Convicted contractor can remain

A horticulture contractor who used illegal migrant workers to pick fruit in the Nelson region and underpaid them has been sentenced to nine months' home detention, but won't be deported.

Bun Thuon Lam, who underpaid the Vietnamese workers by up to $7000 each, appeared in the Nelson District Court and was sentenced to 200 hours' community work and ordered to pay $10,000 reparation, to be divided between the six workers.

However, Lam, a Vietnamese national, won't be deported, because he has New Zealand residency.

Immigration New Zealand said the sentencing for hiring illegal migrant workers who were paid less than the minimum wage sent a strong message to employers who might contemplate employing migrants who were not entitled to work here.

"The orchard owner is equally responsible to ensure that people on their orchards are entitled to work in New Zealand," said Immigration NZ's acting fraud and compliance manager, Dean Blakemore.

They could check the validity of visas through Immigration NZ's online Visa View service, he said.

Lam admitted five charges under the Immigration Act relating to aiding and abetting people to remain in New Zealand unlawfully or to breach a condition of their visa.

The court heard that he employed the six in the horticulture industry, knowing they were unlawfully in New Zealand.

The workers were not paid the minimum wage, were not paid regularly, and did not receive holiday pay.
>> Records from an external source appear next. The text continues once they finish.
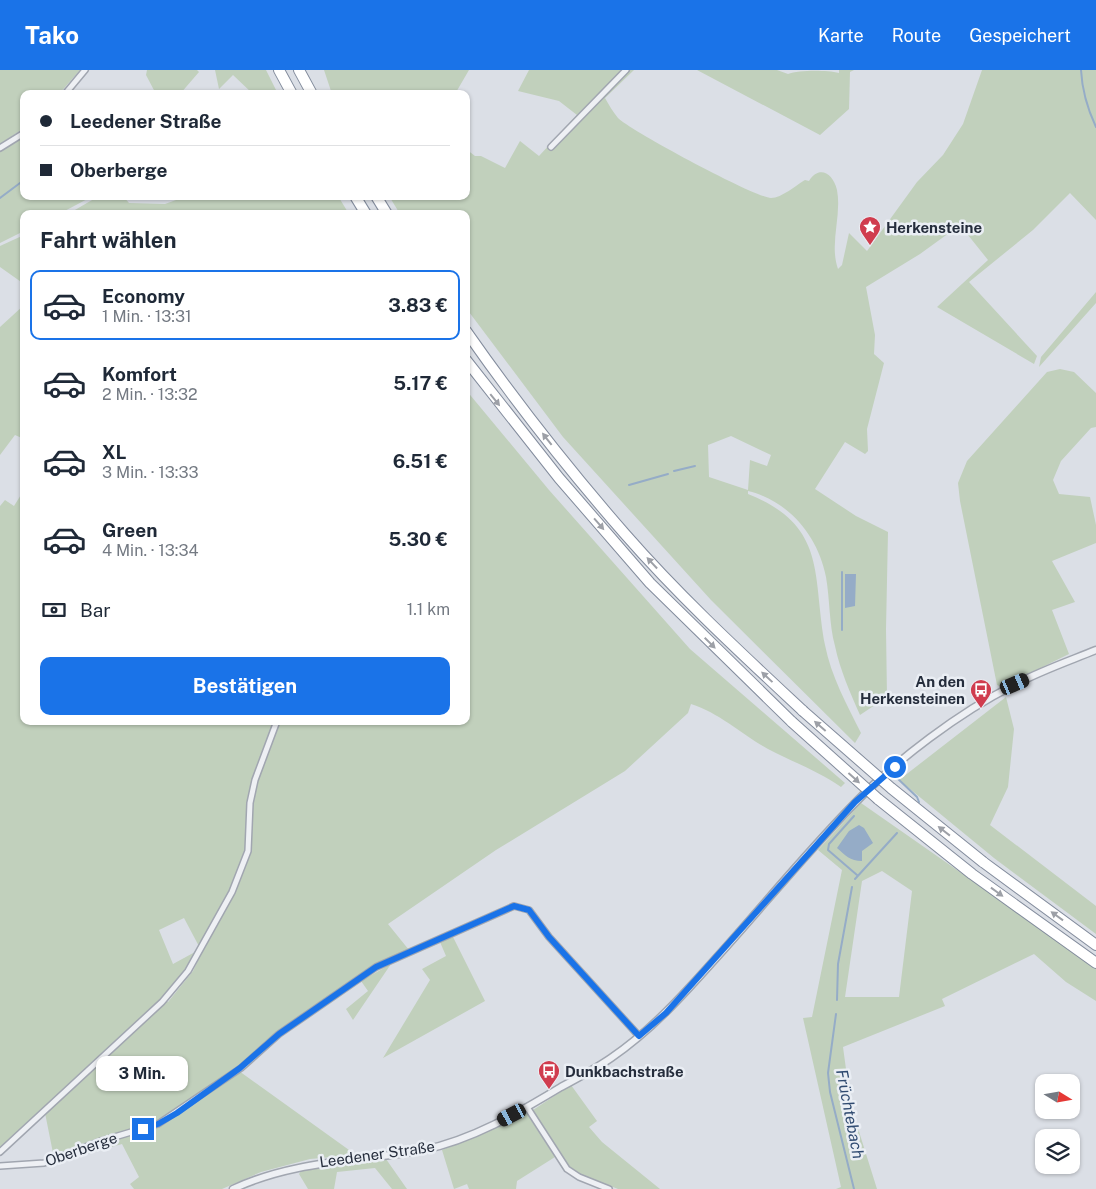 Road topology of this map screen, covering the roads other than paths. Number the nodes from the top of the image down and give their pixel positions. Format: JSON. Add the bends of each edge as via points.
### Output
{"nodes":[{"id":1,"x":86,"y":70,"type":"edge"},
{"id":2,"x":279,"y":70,"type":"edge"},
{"id":3,"x":299,"y":70,"type":"edge"},
{"id":4,"x":626,"y":70,"type":"edge"},
{"id":5,"x":68,"y":90,"type":"edge"},
{"id":6,"x":290,"y":90,"type":"edge"},
{"id":7,"x":310,"y":90,"type":"edge"},
{"id":8,"x":20,"y":135,"type":"edge"},
{"id":9,"x":551,"y":147,"type":"dead end"},
{"id":10,"x":0,"y":148,"type":"edge"},
{"id":11,"x":470,"y":336,"type":"edge"},
{"id":12,"x":470,"y":365,"type":"edge"},
{"id":13,"x":1096,"y":650,"type":"edge"},
{"id":14,"x":276,"y":725,"type":"edge"},
{"id":15,"x":1096,"y":945,"type":"edge"},
{"id":16,"x":1096,"y":963,"type":"edge"},
{"id":17,"x":639,"y":1036,"type":"junction"},
{"id":18,"x":528,"y":1106,"type":"junction"},
{"id":19,"x":0,"y":1152,"type":"edge"},
{"id":20,"x":0,"y":1166,"type":"edge"},
{"id":21,"x":233,"y":1189,"type":"edge"},
{"id":22,"x":608,"y":1189,"type":"edge"}],
"edges":[{"from":1,"to":5,"type":"street"},
{"from":2,"to":6,"type":"highway"},
{"from":3,"to":7,"type":"highway"},
{"from":4,"to":9,"type":"street"},
{"from":8,"to":10,"type":"street"},
{"from":15,"to":11,"type":"highway","one_way":true,"bridge":true,"via":[[983,862],[891,788],[802,711],[688,601],[626,535],[555,449]]},
{"from":12,"to":16,"type":"highway","one_way":true,"bridge":true,"via":[[553,471],[650,583],[792,722],[878,799],[972,874]]},
{"from":13,"to":17,"type":"street","name":"Leedener Straße","via":[[996,695],[935,734],[895,767],[855,802],[666,1013]]},
{"from":14,"to":19,"type":"street","via":[[255,780],[250,803],[248,851],[232,892],[188,971],[162,1002]]},
{"from":17,"to":18,"type":"street","name":"Leedener Straße","via":[[611,1058]]},
{"from":17,"to":20,"type":"street","name":"Oberberge","via":[[549,937],[529,910],[514,906],[376,967],[158,1124],[44,1163]]},
{"from":18,"to":21,"type":"street","name":"Leedener Straße","via":[[480,1132],[438,1146],[310,1164],[258,1178]]},
{"from":18,"to":22,"type":"street","via":[[567,1169]]}]}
None had employment contracts, and no wage or time records were kept.

A Labour Inspectorate analysis estimated that they were underpaid between $5000 and $7000 each.

The inspectorate had previously taken Lam to the Employment Relations Authority.

In May 2011, the ERA ordered Lam to pay five of the workers a total of $36,938 in unpaid wages, minimum wage arrears, holiday pay, and for failing to provide individual employment agreements, and making deductions without obtaining written authority from the employees.

Mr Blakemore said Lam, who was still in the region, had so far paid $10,000.

The workers would be paid, even though they had worked illegally, because they were deemed to be victims of exploitation, he said.

They had been living in Motueka, and had remained there pending the court decision. They would soon be sent home.

Mr Blakemore said the employment of illegal migrant workers would not be tolerated.

"This case shows that the consequences of such behaviour are serious.

"We will take swift action against any employer who is involved in such activity."

He urged anyone who knew of illegal workers or cases of exploitation to come forward.

Mr Blakemore said the case was a good example of close collaboration between Immigration NZ fraud and compliance staff and the Labour Inspectorate of the Ministry of Business, Innovation and Employment.

"The ministry is treating this issue as a priority, and INZ and labour inspectors' compliance activity is being increased.

"Most employers and most migrant workers are complying with the laws of New Zealand. They are being undermined, and New Zealand's reputation sullied, by some who are breaking the law."